Assignment 10: Parametric Curves

Presented by: Amanda Oudi

**Problem:** Graph x =
cos(t) and y = sin(t). How would you change the equations to explore other
graphs?

**Discussion:
**I expect
that the graph of x = cos(t) and y = sin(t) for 0 < t < 2pi would form a
unit circle. From precalculus, I recall that on the unit circle that the
x-value corresponds to the trigonometric function cosine and the y-value
corresponds to the trigonometric function sine. Using Graphing Calculator 3.5,
let's check if my conjecture x = cos(t) and y = sin(t) for t between 0 and 2pi.

Looks as if my conjecture was correct! The reason a circle was produced is because t goes from 0 to 2pi. If t was from 0 to pi, then we would obtain a semicircle. We see that the radius of the unit circle is 1. Consider writing x = cos(t) as x = acos(t) and y = sin(t) as y = bsin(t). To produce the graph of the unit circle, we have a = b = 1. Therefore, this leads us to thinking about ways we can change the equations to explore other graphs! What happens to the graph if the value of a is varied?

Example: x = n cos(t) and y = sin(t). Let n vary from -10 to 10. I would expect that the graph is no longer a unit circle since a change is being applied to the equation. Here's a snapshot of the resulting change:

Open this graphing calculator file to view an animation of the graph. The animation reveals that as the n-value changes, the graph looks like an ellipse rather than a circle with radius 1. In particular, the shape is an ellipse that is "stretched" along the x-axis. This should make sense because the x-value corresponds to the cosine function, which is what is being changed in this example.

Example: x = cos(t) and y = n sin(t). Let n vary from -10 to 10. Here's a snapshot of the resulting change:

Open this graphing calculator file to view an animation of the graph. The animation reveals that as the n-value changes, the graph looks like an ellipse rather than a circle with radius 1. In particular, the shape is an ellipse that is "stretched" along the y-axis. This should make sense because the y-value corresponds to the sine function, which is what is being changed in this example.

What would happen if we let the equations be: x = cos(at) and y = sin(bt), where a is not equal to b?

Example: Let x = cos(t) and y = sin(2t)

Example: Let x = cos(t) and y = sin(3t)

Example: Let x = cos(t) and y = sin(7t)

The changes that are being made are altering the shape of the graph. We see that instead of a unit circle, we have a graph with some number of loops. My conjecture is that changing the b-term affects the number of loops. If b is an interger value, then there will be b number of loops. Explore the Graphing Calculator file to see that this looks like the case.

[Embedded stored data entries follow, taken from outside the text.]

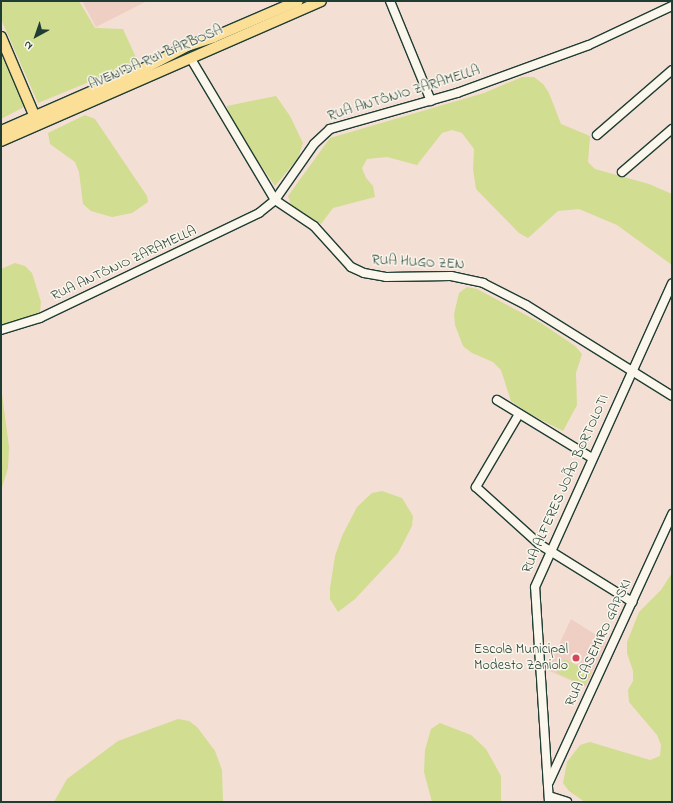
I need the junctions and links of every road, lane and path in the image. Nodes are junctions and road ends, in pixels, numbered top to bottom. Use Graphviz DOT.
graph roads {
  1 [pos="298,1"];
  2 [pos="321,1"];
  3 [pos="390,1"];
  4 [pos="672,6"];
  5 [pos="1,37"];
  6 [pos="185,47"];
  7 [pos="190,59"];
  8 [pos="672,70"];
  9 [pos="431,101"];
  10 [pos="36,120"];
  11 [pos="672,129"];
  12 [pos="1,131"];
  13 [pos="596,135"];
  14 [pos="1,141"];
  15 [pos="622,172"];
  16 [pos="275,200"];
  17 [pos="672,284"];
  18 [pos="1,330"];
  19 [pos="631,371"];
  20 [pos="672,396"];
  21 [pos="496,400"];
  22 [pos="520,414"];
  23 [pos="592,458"];
  24 [pos="672,514"];
  25 [pos="550,552"];
  26 [pos="632,602"];
  27 [pos="549,782"];
  28 [pos="549,799"];
  29 [pos="567,802"];
  1 -- 6 [label="main road, AVENIDA RUI BARBOSA"];
  2 -- 7 [label="main road, AVENIDA RUI BARBOSA"];
  3 -- 9 [label="street"];
  4 -- 9 [label="street, RUA ANTÔNIO ZARAMELLA"];
  5 -- 10 [label="main road"];
  6 -- 7 [label="main road"];
  6 -- 10 [label="main road, AVENIDA RUI BARBOSA"];
  7 -- 10 [label="main road, AVENIDA RUI BARBOSA"];
  7 -- 16 [label="street, RUA HUGO ZEN"];
  8 -- 13 [label="street"];
  9 -- 16 [label="street, RUA ANTÔNIO ZARAMELLA"];
  10 -- 12 [label="main road, AVENIDA RUI BARBOSA"];
  10 -- 14 [label="main road, AVENIDA RUI BARBOSA"];
  11 -- 15 [label="street"];
  16 -- 18 [label="street, RUA ANTÔNIO ZARAMELLA"];
  16 -- 19 [label="street, RUA HUGO ZEN"];
  17 -- 19 [label="street, RUA ALFERES JOÃO BORTOLOTI"];
  19 -- 20 [label="street, RUA HUGO ZEN"];
  19 -- 23 [label="street, RUA ALFERES JOÃO BORTOLOTI"];
  21 -- 22 [label="street"];
  22 -- 23 [label="street"];
  22 -- 25 [label="street"];
  23 -- 25 [label="street, RUA ALFERES JOÃO BORTOLOTI"];
  24 -- 26 [label="street, RUA CASEMIRO GAPSKI"];
  25 -- 26 [label="street"];
  25 -- 27 [label="street, RUA ALFERES JOÃO BORTOLOTI"];
  26 -- 27 [label="street, RUA CASEMIRO GAPSKI"];
  27 -- 28 [label="street, RUA ALFERES JOÃO BORTOLOTI"];
  28 -- 29 [label="street"];
}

Now what happens if we change the a-value? Do we expect the same results? Let's explore with examples.

Example: x = cos(2t) and y = sin(t)

So, the graph looks like a parabola that opens to the left. Interesting. Let's try a few other examples.

Example: x = cos(4t) and y = sin(t)

Example: x = cos(9t) and y = sin(t)

The changes that are being made are altering the shape of the graph. Explore the Graphing Calculator File to see that now the change and the number of loops is occuring along the y-axis.

Now what happens if we change both a and b? Let's explore a few more examples:

Example: x = cos(3t) and y = sin(2t)

Example: x = cos(3t) and y = sin(5t)

My knowledge regarding parametric curves is quite limited, so I enjoyed being able to use Graphing Calculator to make a few conjectures about the varying graphs and identify any pattern. It was interesting to see how changing the values in the equations affected the graphs. The graphs produced were unexpected -- instead of a unit circle, the graphs had varying number of loops and different shapes.